▸ **Aim of the task**
Every picture is to be removed, and all the data is to be copied exactly.

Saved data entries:

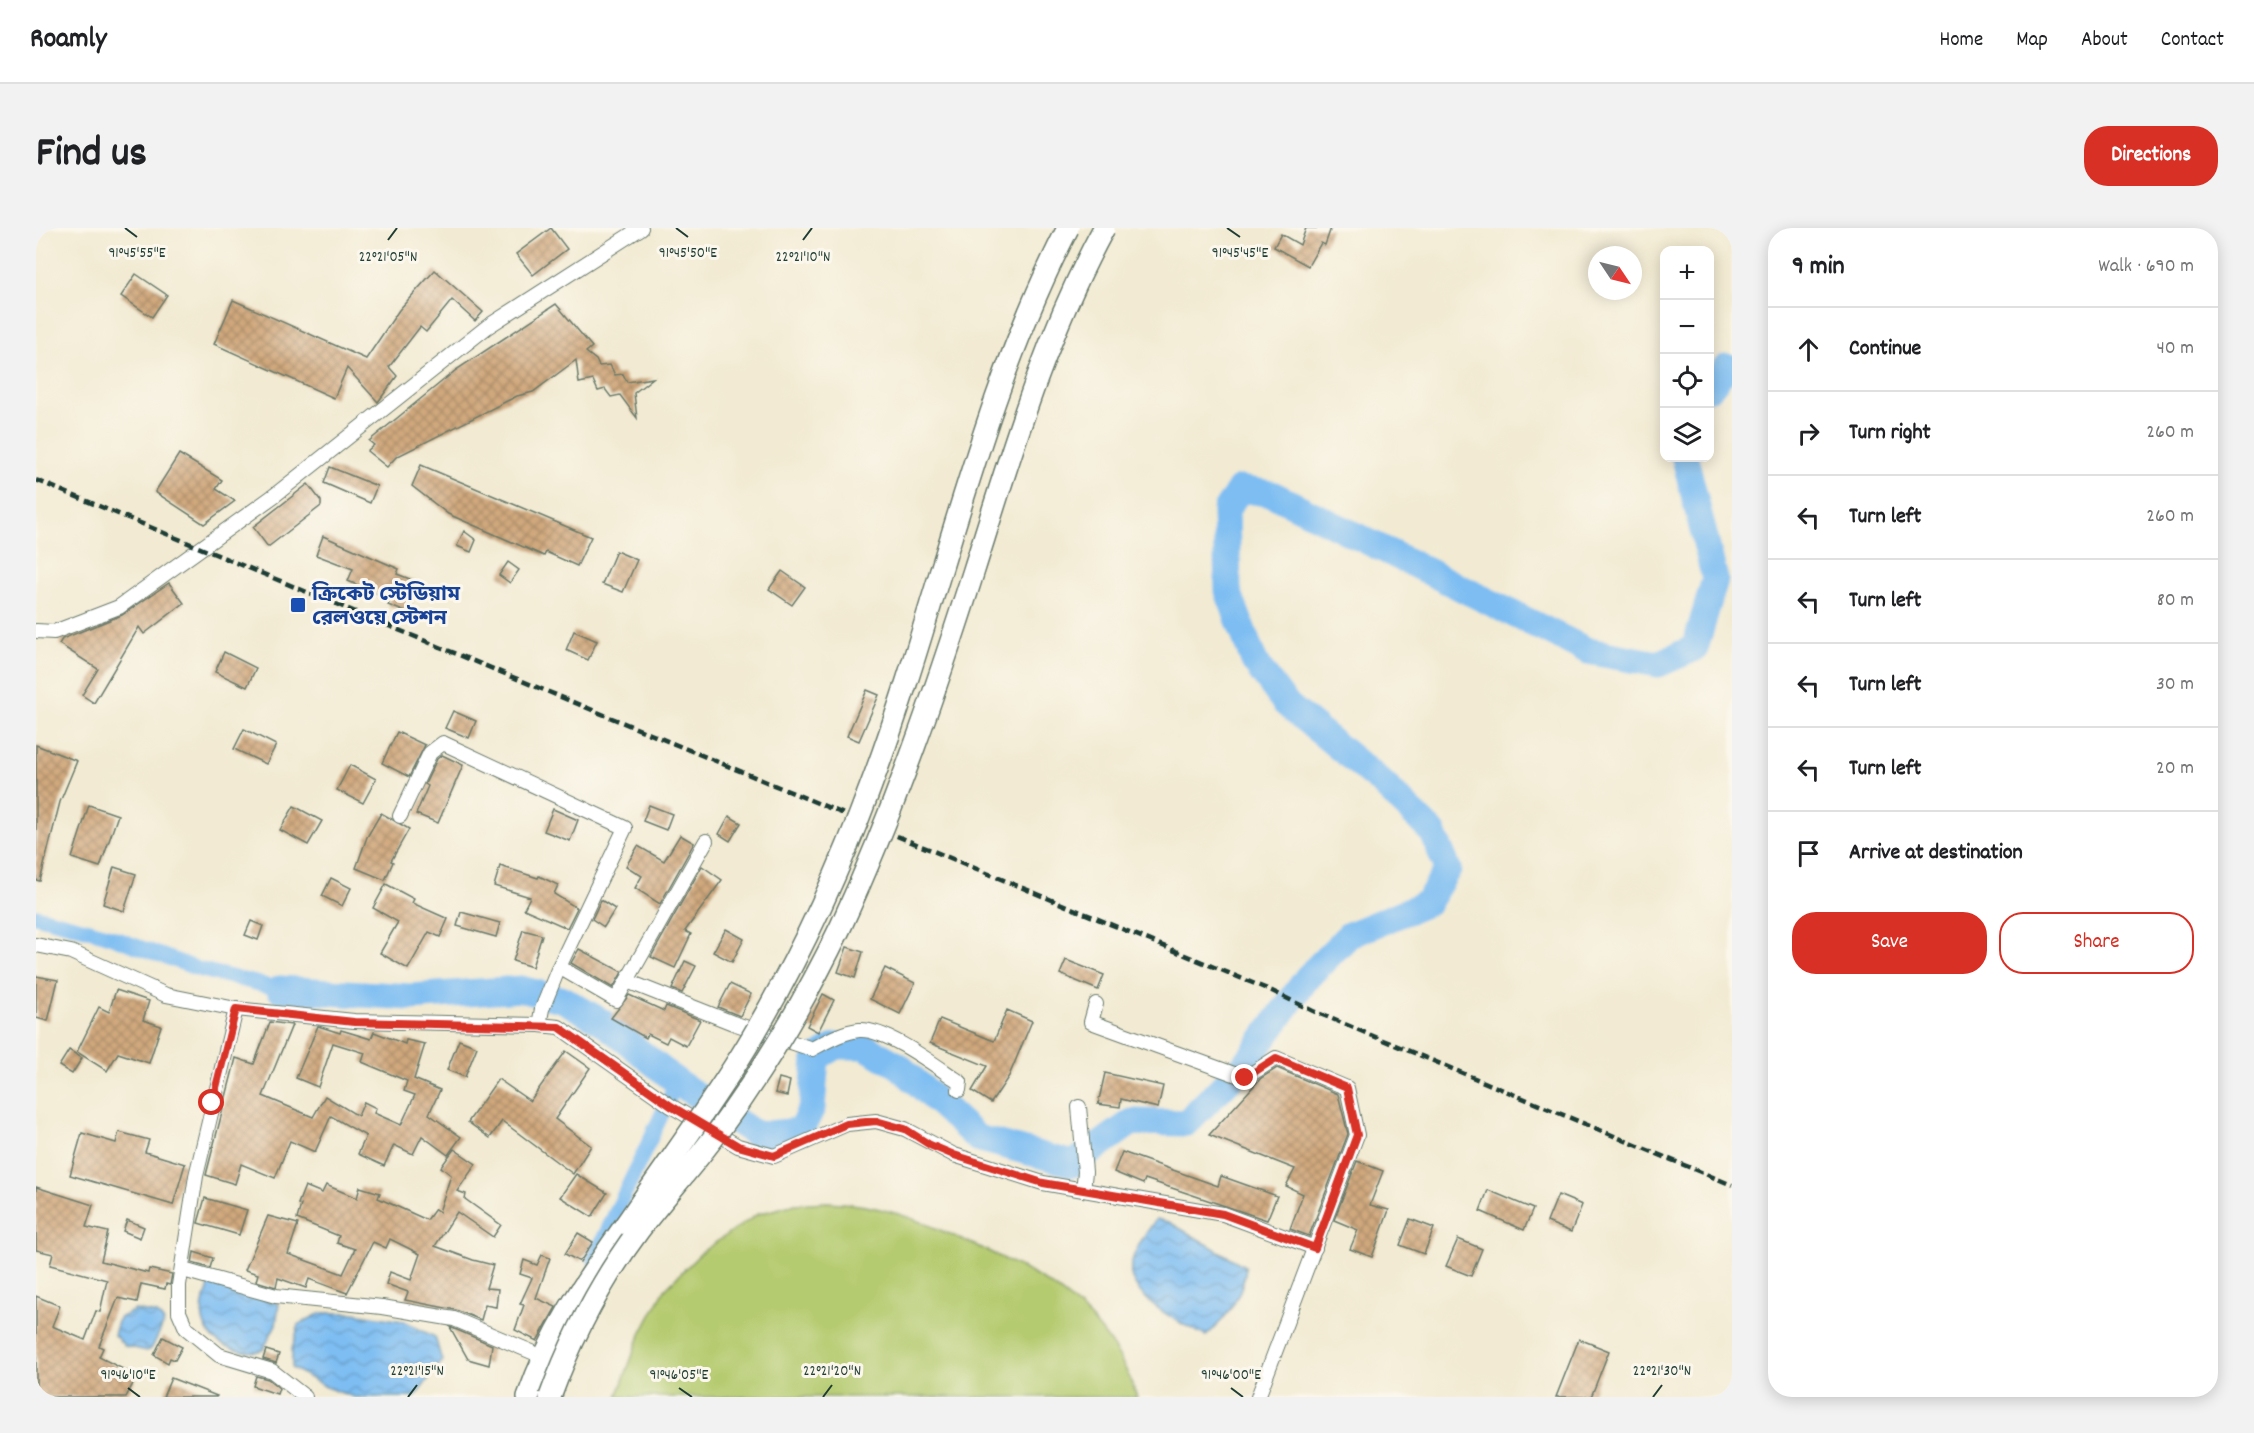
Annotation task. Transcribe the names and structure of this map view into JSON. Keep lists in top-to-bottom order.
{
  "places": {
    "transit": ["ক্রিকেট স্টেডিয়াম রেলওয়ে স্টেশন"]
  },
  "north": "bottom right",
  "page": {
    "header": "Roamly",
    "nav": [
      "Home",
      "Map",
      "About",
      "Contact"
    ],
    "title": "Find us",
    "buttons": [
      "Directions",
      ["Save", "Share"]
    ],
    "heading": ["9 min", "Walk · 690 m"],
    "map_buttons": ["+", "−"],
    "list": [
      ["Continue", "40 m"],
      ["Turn right", "260 m"],
      ["Turn left", "260 m"],
      ["Turn left", "80 m"],
      ["Turn left", "30 m"],
      ["Turn left", "20 m"],
      "Arrive at destination"
    ]
  },
  "coordinates": [
    "91°45'55\"E",
    "91°45'50\"E",
    "91°45'45\"E",
    "22°21'05\"N",
    "22°21'10\"N",
    "22°21'15\"N",
    "22°21'20\"N",
    "22°21'30\"N",
    "91°46'10\"E",
    "91°46'05\"E",
    "91°46'00\"E"
  ]
}
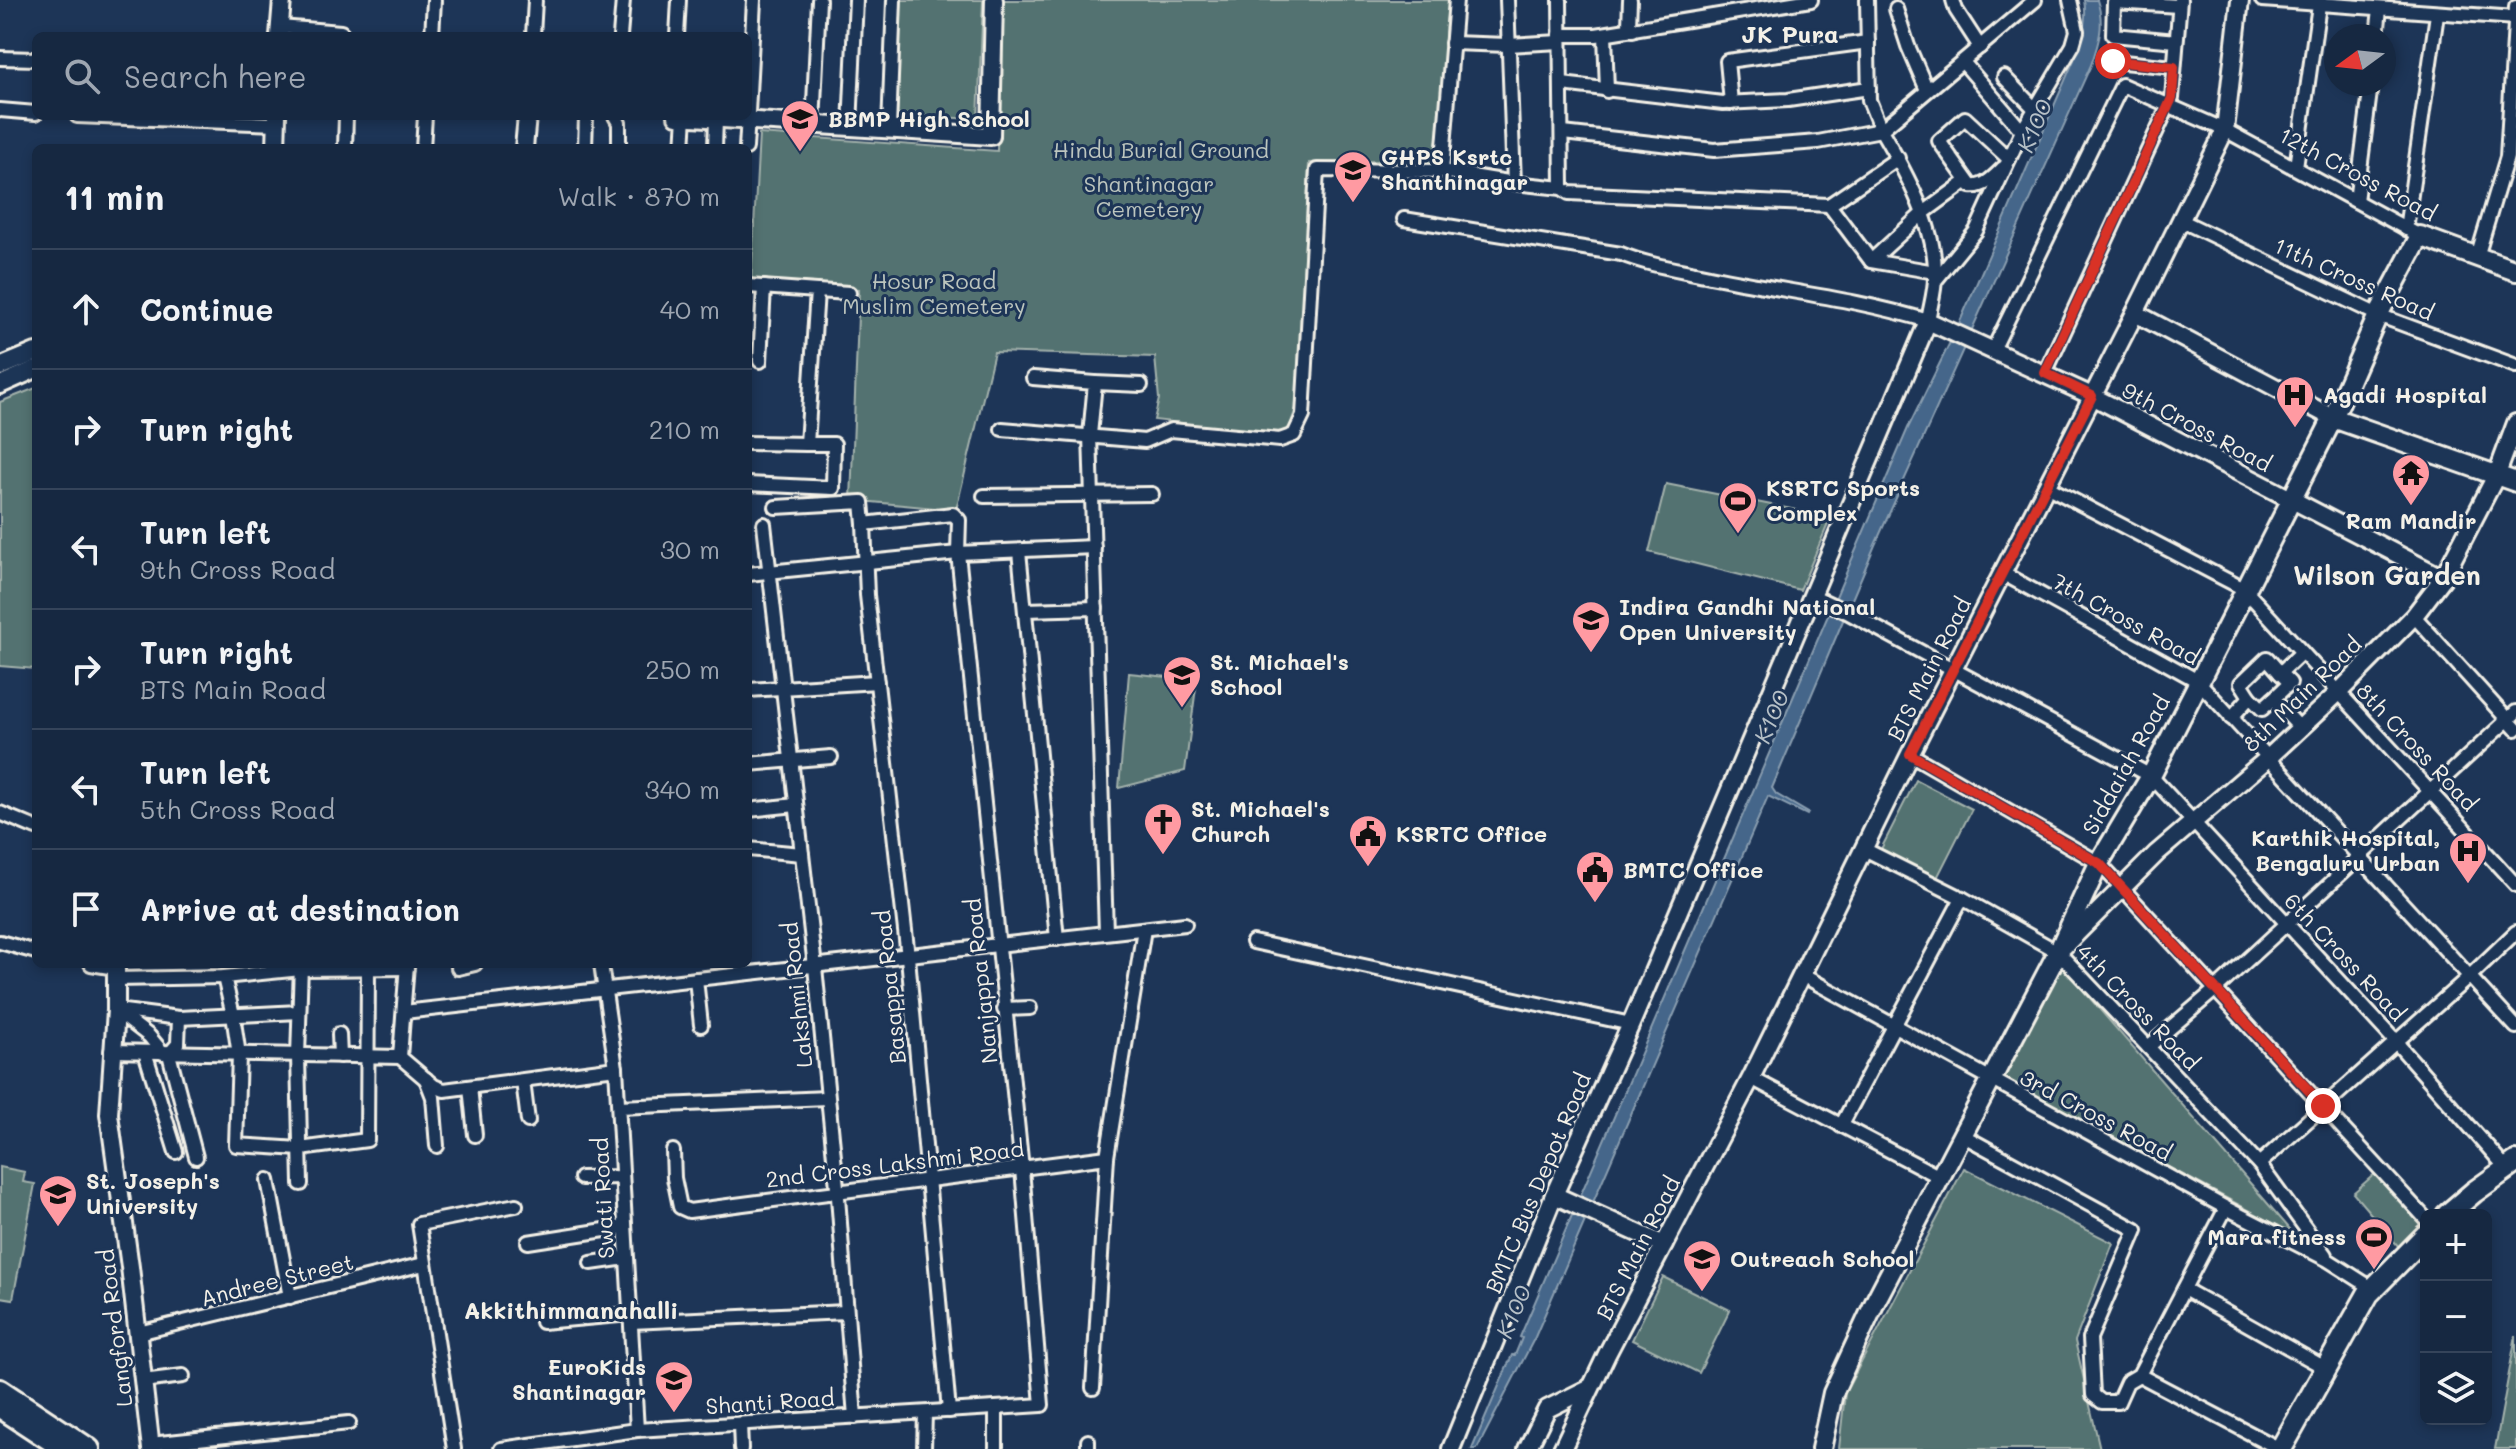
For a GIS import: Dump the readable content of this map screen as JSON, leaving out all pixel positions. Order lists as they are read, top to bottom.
{
  "streets": {
    "main road": ["12th Cross Road", "Siddaiah Road"],
    "street": [
      "11th Cross Road",
      "9th Cross Road",
      "7th Cross Road",
      "BTS Main Road",
      "8th Main Road",
      "8th Cross Road",
      "6th Cross Road",
      "Nanjappa Road",
      "Basappa Road",
      "Lakshmi Road",
      "4th Cross Road",
      "3rd Cross Road",
      "2nd Cross Lakshmi Road",
      "BMTC Bus Depot Road",
      "Swati Road",
      "Andree Street",
      "Langford Road",
      "Shanti Road"
    ]
  },
  "crossings": [
    ["12th Cross Road", "9th Cross Road"],
    ["12th Cross Road", "BTS Main Road"],
    ["12th Cross Road", "Siddaiah Road"],
    ["11th Cross Road", "BTS Main Road"],
    ["11th Cross Road", "Siddaiah Road"],
    ["9th Cross Road", "BTS Main Road"],
    ["9th Cross Road", "8th Main Road"],
    ["9th Cross Road", "Siddaiah Road"],
    ["9th Cross Road", "BMTC Bus Depot Road"],
    ["7th Cross Road", "BTS Main Road"],
    ["7th Cross Road", "8th Main Road"],
    ["7th Cross Road", "Siddaiah Road"],
    ["BTS Main Road", "8th Cross Road"],
    ["BTS Main Road", "6th Cross Road"],
    ["BTS Main Road", "4th Cross Road"],
    ["BTS Main Road", "3rd Cross Road"],
    ["8th Main Road", "8th Cross Road"],
    ["8th Main Road", "Siddaiah Road"],
    ["8th Main Road", "6th Cross Road"],
    ["8th Main Road", "4th Cross Road"],
    ["8th Cross Road", "Siddaiah Road"],
    ["Siddaiah Road", "6th Cross Road"],
    ["Siddaiah Road", "4th Cross Road"],
    ["Siddaiah Road", "3rd Cross Road"],
    ["6th Cross Road", "BMTC Bus Depot Road"],
    ["Nanjappa Road", "Basappa Road"],
    ["Nanjappa Road", "2nd Cross Lakshmi Road"],
    ["Nanjappa Road", "Shanti Road"],
    ["Basappa Road", "2nd Cross Lakshmi Road"],
    ["Basappa Road", "Shanti Road"],
    ["Lakshmi Road", "2nd Cross Lakshmi Road"],
    ["Lakshmi Road", "Shanti Road"],
    ["4th Cross Road", "3rd Cross Road"],
    ["Swati Road", "Shanti Road"],
    ["Andree Street", "Langford Road"]
  ],
  "districts": ["JK Pura", "Wilson Garden", "Akkithimmanahalli"],
  "water": ["K100"],
  "parks": ["Hindu Burial Ground", "Shantinagar Cemetery", "Hosur Road Muslim Cemetery"],
  "places": {
    "school or university": [
      "BBMP High School",
      "GHPS Ksrtc Shanthinagar",
      "Indira Gandhi National Open University",
      "St. Michael's School",
      "St. Joseph's University",
      "Outreach School",
      "EuroKids Shantinagar"
    ],
    "hospital": ["Agadi Hospital", "Karthik Hospital, Bengaluru Urban"],
    "temple": ["Ram Mandir"],
    "sports": ["KSRTC Sports Complex", "Mara fitness"],
    "church": ["St. Michael's Church"],
    "public building": ["KSRTC Office", "BMTC Office"]
  },
  "north": "left",
  "page": {
    "search": "Search here",
    "heading": ["11 min", "Walk · 870 m"],
    "list": [
      ["Continue", "40 m"],
      ["Turn right", "210 m"],
      ["Turn left", "9th Cross Road", "30 m"],
      ["Turn right", "BTS Main Road", "250 m"],
      ["Turn left", "5th Cross Road", "340 m"],
      "Arrive at destination"
    ],
    "map_buttons": ["+", "−"]
  }
}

▸ **Exercise output**
Annotation task. Transcribe the names and structure of this map view into JSON. Keep lists in top-to-bottom order.
{
  "places": {
    "transit": ["ক্রিকেট স্টেডিয়াম রেলওয়ে স্টেশন"]
  },
  "north": "bottom right",
  "page": {
    "header": "Roamly",
    "nav": [
      "Home",
      "Map",
      "About",
      "Contact"
    ],
    "title": "Find us",
    "buttons": [
      "Directions",
      ["Save", "Share"]
    ],
    "heading": ["9 min", "Walk · 690 m"],
    "map_buttons": ["+", "−"],
    "list": [
      ["Continue", "40 m"],
      ["Turn right", "260 m"],
      ["Turn left", "260 m"],
      ["Turn left", "80 m"],
      ["Turn left", "30 m"],
      ["Turn left", "20 m"],
      "Arrive at destination"
    ]
  },
  "coordinates": [
    "91°45'55\"E",
    "91°45'50\"E",
    "91°45'45\"E",
    "22°21'05\"N",
    "22°21'10\"N",
    "22°21'15\"N",
    "22°21'20\"N",
    "22°21'30\"N",
    "91°46'10\"E",
    "91°46'05\"E",
    "91°46'00\"E"
  ]
}
For a GIS import: Dump the readable content of this map screen as JSON, leaving out all pixel positions. Order lists as they are read, top to bottom.
{
  "streets": {
    "main road": ["12th Cross Road", "Siddaiah Road"],
    "street": [
      "11th Cross Road",
      "9th Cross Road",
      "7th Cross Road",
      "BTS Main Road",
      "8th Main Road",
      "8th Cross Road",
      "6th Cross Road",
      "Nanjappa Road",
      "Basappa Road",
      "Lakshmi Road",
      "4th Cross Road",
      "3rd Cross Road",
      "2nd Cross Lakshmi Road",
      "BMTC Bus Depot Road",
      "Swati Road",
      "Andree Street",
      "Langford Road",
      "Shanti Road"
    ]
  },
  "crossings": [
    ["12th Cross Road", "9th Cross Road"],
    ["12th Cross Road", "BTS Main Road"],
    ["12th Cross Road", "Siddaiah Road"],
    ["11th Cross Road", "BTS Main Road"],
    ["11th Cross Road", "Siddaiah Road"],
    ["9th Cross Road", "BTS Main Road"],
    ["9th Cross Road", "8th Main Road"],
    ["9th Cross Road", "Siddaiah Road"],
    ["9th Cross Road", "BMTC Bus Depot Road"],
    ["7th Cross Road", "BTS Main Road"],
    ["7th Cross Road", "8th Main Road"],
    ["7th Cross Road", "Siddaiah Road"],
    ["BTS Main Road", "8th Cross Road"],
    ["BTS Main Road", "6th Cross Road"],
    ["BTS Main Road", "4th Cross Road"],
    ["BTS Main Road", "3rd Cross Road"],
    ["8th Main Road", "8th Cross Road"],
    ["8th Main Road", "Siddaiah Road"],
    ["8th Main Road", "6th Cross Road"],
    ["8th Main Road", "4th Cross Road"],
    ["8th Cross Road", "Siddaiah Road"],
    ["Siddaiah Road", "6th Cross Road"],
    ["Siddaiah Road", "4th Cross Road"],
    ["Siddaiah Road", "3rd Cross Road"],
    ["6th Cross Road", "BMTC Bus Depot Road"],
    ["Nanjappa Road", "Basappa Road"],
    ["Nanjappa Road", "2nd Cross Lakshmi Road"],
    ["Nanjappa Road", "Shanti Road"],
    ["Basappa Road", "2nd Cross Lakshmi Road"],
    ["Basappa Road", "Shanti Road"],
    ["Lakshmi Road", "2nd Cross Lakshmi Road"],
    ["Lakshmi Road", "Shanti Road"],
    ["4th Cross Road", "3rd Cross Road"],
    ["Swati Road", "Shanti Road"],
    ["Andree Street", "Langford Road"]
  ],
  "districts": ["JK Pura", "Wilson Garden", "Akkithimmanahalli"],
  "water": ["K100"],
  "parks": ["Hindu Burial Ground", "Shantinagar Cemetery", "Hosur Road Muslim Cemetery"],
  "places": {
    "school or university": [
      "BBMP High School",
      "GHPS Ksrtc Shanthinagar",
      "Indira Gandhi National Open University",
      "St. Michael's School",
      "St. Joseph's University",
      "Outreach School",
      "EuroKids Shantinagar"
    ],
    "hospital": ["Agadi Hospital", "Karthik Hospital, Bengaluru Urban"],
    "temple": ["Ram Mandir"],
    "sports": ["KSRTC Sports Complex", "Mara fitness"],
    "church": ["St. Michael's Church"],
    "public building": ["KSRTC Office", "BMTC Office"]
  },
  "north": "left",
  "page": {
    "search": "Search here",
    "heading": ["11 min", "Walk · 870 m"],
    "list": [
      ["Continue", "40 m"],
      ["Turn right", "210 m"],
      ["Turn left", "9th Cross Road", "30 m"],
      ["Turn right", "BTS Main Road", "250 m"],
      ["Turn left", "5th Cross Road", "340 m"],
      "Arrive at destination"
    ],
    "map_buttons": ["+", "−"]
  }
}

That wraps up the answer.